Hexagono Just “Can’t Say No”
Story by Clara Hittel/Photos by Sandra Schoenenstein
As the Hexagono gang wanders in and out of their communal office space in Alexis Hall following a meeting, I’m told that Rebecca will most likely take charge of answering for the group during the interview. Once all six of them – Rebecca Alvarez, Pablo Byrne, Suzelle Camou, Fernando Gaverd, Marco Lukini and Anacaro Villa – are seated in a row before me, I ask the first question on my mind: What would they consider themselves? I suggest that, to me, they seem like a collective of sorts. Rebecca looks around at the others briefly before responding that yes, a collective would be a good way to describe them—amidst a smattering of giggles from her comrades that she appears not to hear. Admittedly, they are a fun bunch and laugh a lot, communicating with each other by way of looks and gestures for the duration of our conversation and sometimes slipping into Spanish when consulting each other on how to respond.
Hexagono formed two years ago, when some extremely motivated graphic design students “wanted to do something besides classes…something that no one else was doing in this school,” says Anacaro.
All six current members of Hexagono attended different campuses of Universidad de Valle de México and were given the opportunity to study at SFUAD for less than their UVM tuition cost. They jumped at the exchange opportunity and eventually transferred to SFUAD permanently.
Fernando explains how they formed Hexagono once at SFUAD: “Most of the time there were certain people – the ones who were staying at the lab after 2 AM, 3 AM, and all of us were with the same need…It’s super hard to get something as unified coming out of two people or three people, and we were six and things worked, and so that was kind of like a sign…”
Rebecca continued, “It was good to share a building with creative writing. We started working with them on projects and it kind of started a whole movement”
The graphic designers of Hexagono have provided their services to graduating seniors, designing books for the final works of creative writing and photography majors. They also leant a skilled hand spray-painting signage for last fall’s RE:MIKE Festival.
Last March, Hexagono collaborated with the creative writing department on a project called “The Box,” where students wrote either a secret, a lie, or a dream on a piece of paper and placed it in one of the boxes nestled around campus.

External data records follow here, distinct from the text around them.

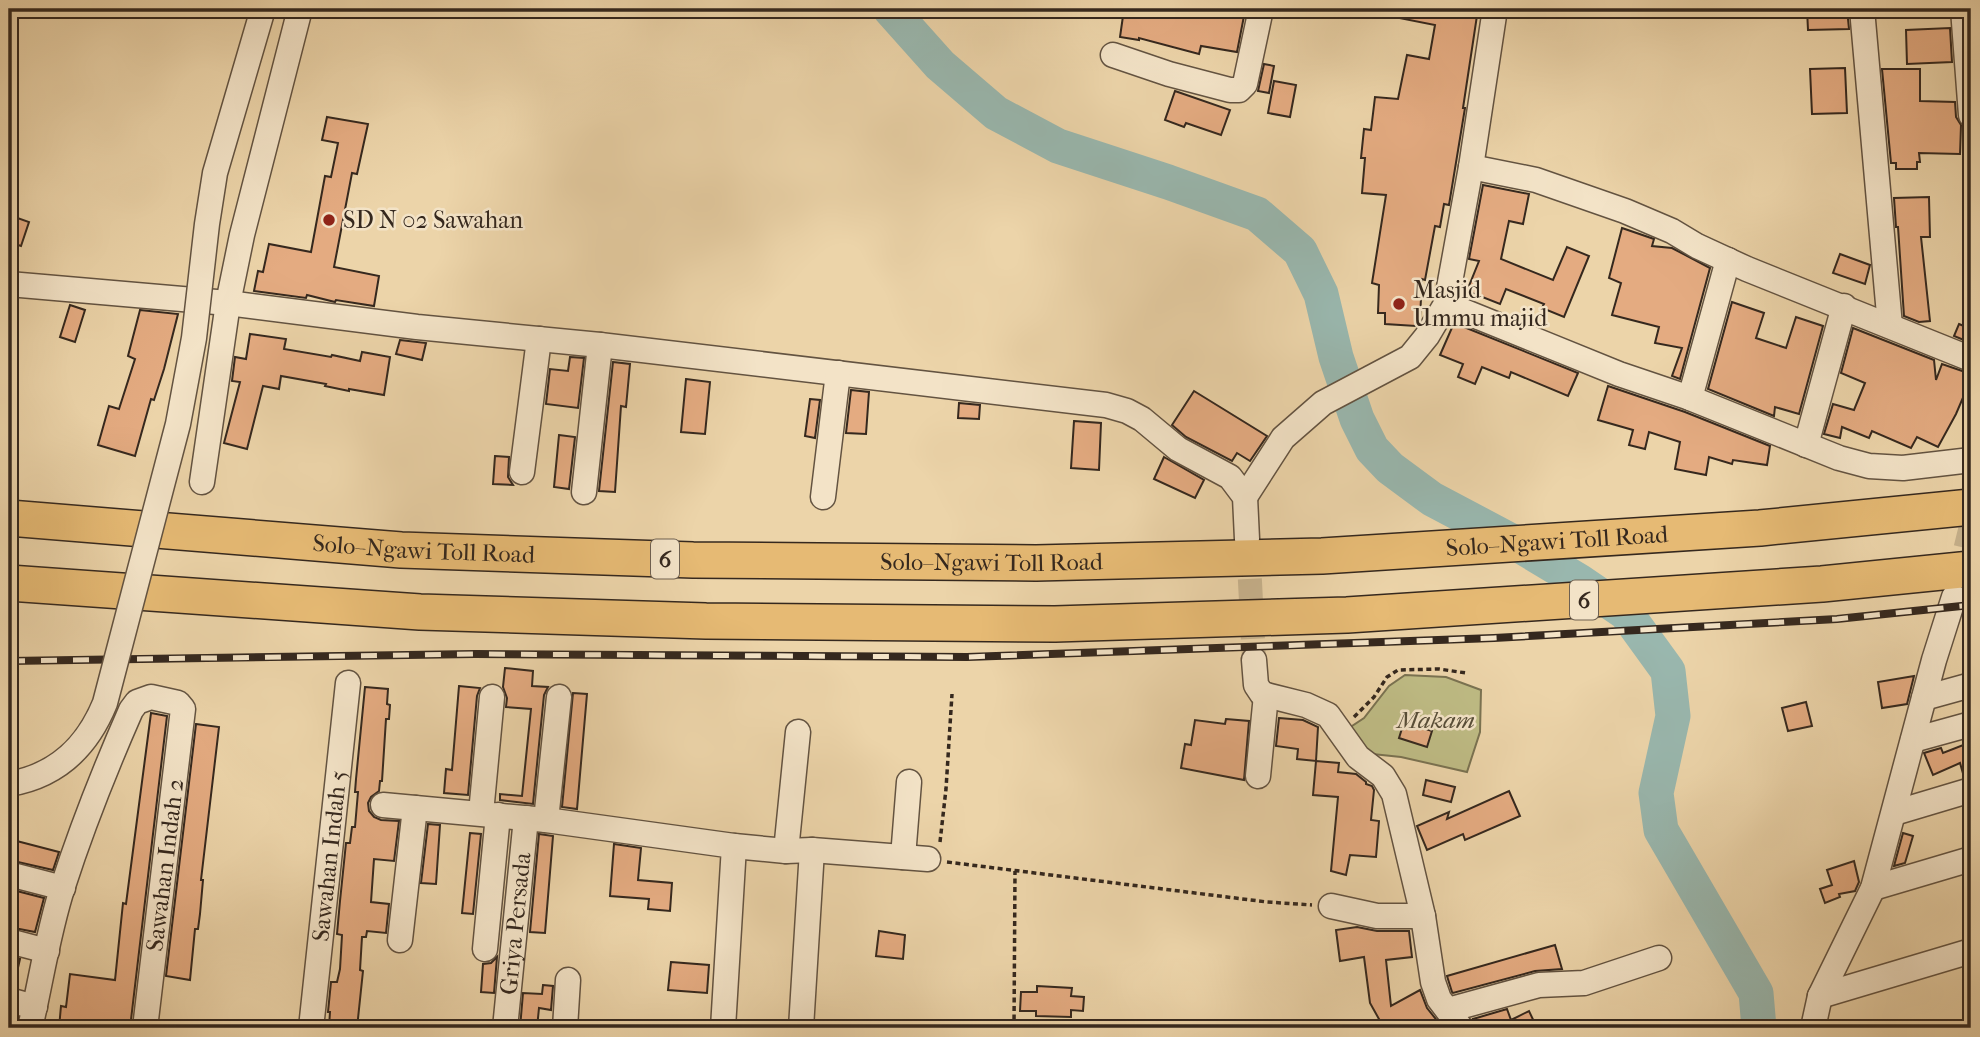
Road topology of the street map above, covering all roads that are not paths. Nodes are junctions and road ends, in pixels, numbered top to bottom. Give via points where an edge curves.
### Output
1 (264, 9) edge
2 (300, 9) edge
3 (1261, 9) edge
4 (1495, 9) edge
5 (1862, 9) edge
6 (1964, 9) edge
7 (1113, 55) dead end
8 (1971, 115) edge
9 (1471, 167) junction
10 (1728, 260) junction
11 (9, 284) edge
12 (228, 303) junction
13 (1446, 304) junction
14 (1844, 306) junction
15 (1890, 326) junction
16 (539, 339) junction
17 (600, 345) junction
18 (1971, 359) edge
19 (838, 373) junction
20 (1690, 398) junction
21 (1806, 444) junction
22 (1971, 460) edge
23 (522, 472) dead end
24 (202, 482) dead end
25 (584, 492) dead end
26 (823, 497) dead end
27 (1245, 497) junction
28 (1971, 507) edge
29 (9, 518) edge
30 (1247, 539) tunnel mouth
31 (1962, 583) edge
32 (19, 586) edge
33 (1254, 660) tunnel mouth
34 (348, 682) dead end
35 (1971, 685) edge
36 (1266, 695) junction
37 (492, 697) dead end
38 (559, 697) dead end
39 (1924, 698) junction
40 (1971, 724) edge
41 (798, 732) dead end
42 (1913, 740) junction
43 (1258, 776) dead end
44 (909, 782) dead end
45 (9, 785) edge
46 (1971, 790) edge
47 (383, 805) dead end
48 (415, 808) junction
49 (1894, 813) junction
50 (490, 814) junction
51 (536, 819) junction
52 (734, 846) junction
53 (812, 850) junction
54 (786, 851) junction
55 (1971, 859) edge
56 (9, 874) edge
57 (62, 888) junction
58 (1872, 888) junction
59 (1331, 906) road end
60 (1423, 916) junction
61 (400, 940) dead end
62 (9, 941) edge
63 (485, 949) dead end
64 (47, 951) junction
65 (1971, 951) edge
66 (1659, 958) dead end
67 (568, 980) dead end
68 (1820, 996) junction
69 (9, 1000) edge
70 (33, 1018) edge
71 (1454, 1019) edge
72 (145, 1028) edge
73 (311, 1028) edge
74 (505, 1028) edge
75 (565, 1028) edge
76 (723, 1028) edge
77 (801, 1028) edge
78 (1813, 1028) edge

1 - 45 street, bridge via 215,173 194,338 177,424 105,703 78,750 25,782
2 - 12 street
3 - 7 street via 1245,85 1239,90
4 - 9 street
5 - 15 street
6 - 8 street
9 - 10 street via 1587,196
9 - 13 street
10 - 14 street
10 - 20 street
11 - 12 street
12 - 16 street
12 - 24 street
13 - 20 street
13 - 27 street via 1409,357 1322,403 1283,438
14 - 15 street
14 - 21 street
15 - 18 street
16 - 17 street
16 - 23 street
17 - 19 street
17 - 25 street
19 - 26 street
19 - 27 street via 1127,411 1178,449 1230,477
20 - 21 street
21 - 22 street via 1869,466 1903,468
27 - 30 street
28 - 29 highway, Solo–Ngawi Toll Road / 6 via 1760,528 1322,556 1036,563 693,560 401,550
31 - 32 highway, 6 via 1822,584 1347,615 1055,624 706,621 420,612
31 - 39 street via 1942,632
33 - 36 street via 1256,685
34 - 73 street, Sawahan Indah 5
35 - 39 street
36 - 43 street
36 - 60 street via 1328,715 1358,757 1383,776 1394,794
37 - 50 street
38 - 51 street, Griya Persada
39 - 42 street
40 - 42 street
41 - 54 street
42 - 49 street
44 - 53 street via 915,858
46 - 49 street
47 - 48 street
48 - 50 street
48 - 61 street
49 - 58 street
50 - 51 street
50 - 63 street
51 - 52 street
51 - 74 street, Griya Persada
52 - 54 street
52 - 76 street
53 - 54 street
53 - 77 street
55 - 58 street
56 - 57 street
57 - 64 street
57 - 72 street, Sawahan Indah 2 via 131,710 150,697 182,705
58 - 68 street
59 - 60 street via 1377,916
60 - 71 street via 1433,982
62 - 64 street
64 - 70 street
65 - 68 street
66 - 71 street via 1584,984 1539,985
67 - 75 street
68 - 78 street
69 - 70 street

“They gave us a list of them…and each of us got around eight and we designed them huge—or as big and we could—and we wheat-pasted them during the night, and the next day everybody saw their dreams and lies and secrets around campus,” reminisces Rebecca, smiling.
Everyone nods keenly when I ask if they’d be interested in doing “The Box” project or something similar again soon. This enthusiasm, it becomes clear, stems from a shared excitement for “any opportunity to work with wheat paste,” but also because there has already been talk of doing it again.
Anacaro tells me that they occasionally do paid freelance work as well. For instance, they are currently working on a map of downtown Santa Fe showing the locations of coffee shops and restaurants.
“It’s for a client who sells coffee, and he wants this map to give away,” Anacaro elaborates, while professionally maintaining the confidentiality of this mysterious client.
This past summer, Hexagono and David Grey, their mentor and chair of the graphic deign department, took a trip to southern Mexico together.
“It was a 23-day trip of contemplation and exploration,” Rebecca tells me. The six made a book about the trip together called The Importance of… and are in the process of starting a Kickstarter project to raise the money to publish it.
I ask the gang how they became so close with David Grey. Anacaro answers first:
“He was happy when people started working, and when other people started noticing the graphic design department, because when we got here no one was looking at us. It was just the smallest department. I guess he was happy to see that people were actually passionate about graphic design, so that helped us build that relationship with him.”
Grey encouraged Hexagono from the beginning.
“He was huge support, he is still huge support. We all knew it was a good idea… [but] we needed to hear that from someone we respect,” says Fernando.
In 2014, Marco will be left at SFUAD as the sole representative of Hexagono. The others have expressed interest in seeking out opportunities in New York and Los Angeles, but also the possibility of sticking around Santa Fe for a while.
“We definitely will keep in touch and we can work from afar…we’re not going apart. Maybe later when we have more experience…we will start a firm or something,” Rebecca concludes confidently.
While Hexagono is still here, however, make use of them. Need a good-looking poster designed? Ask Hexagono! If what Suzelle says is true, they “can’t say no.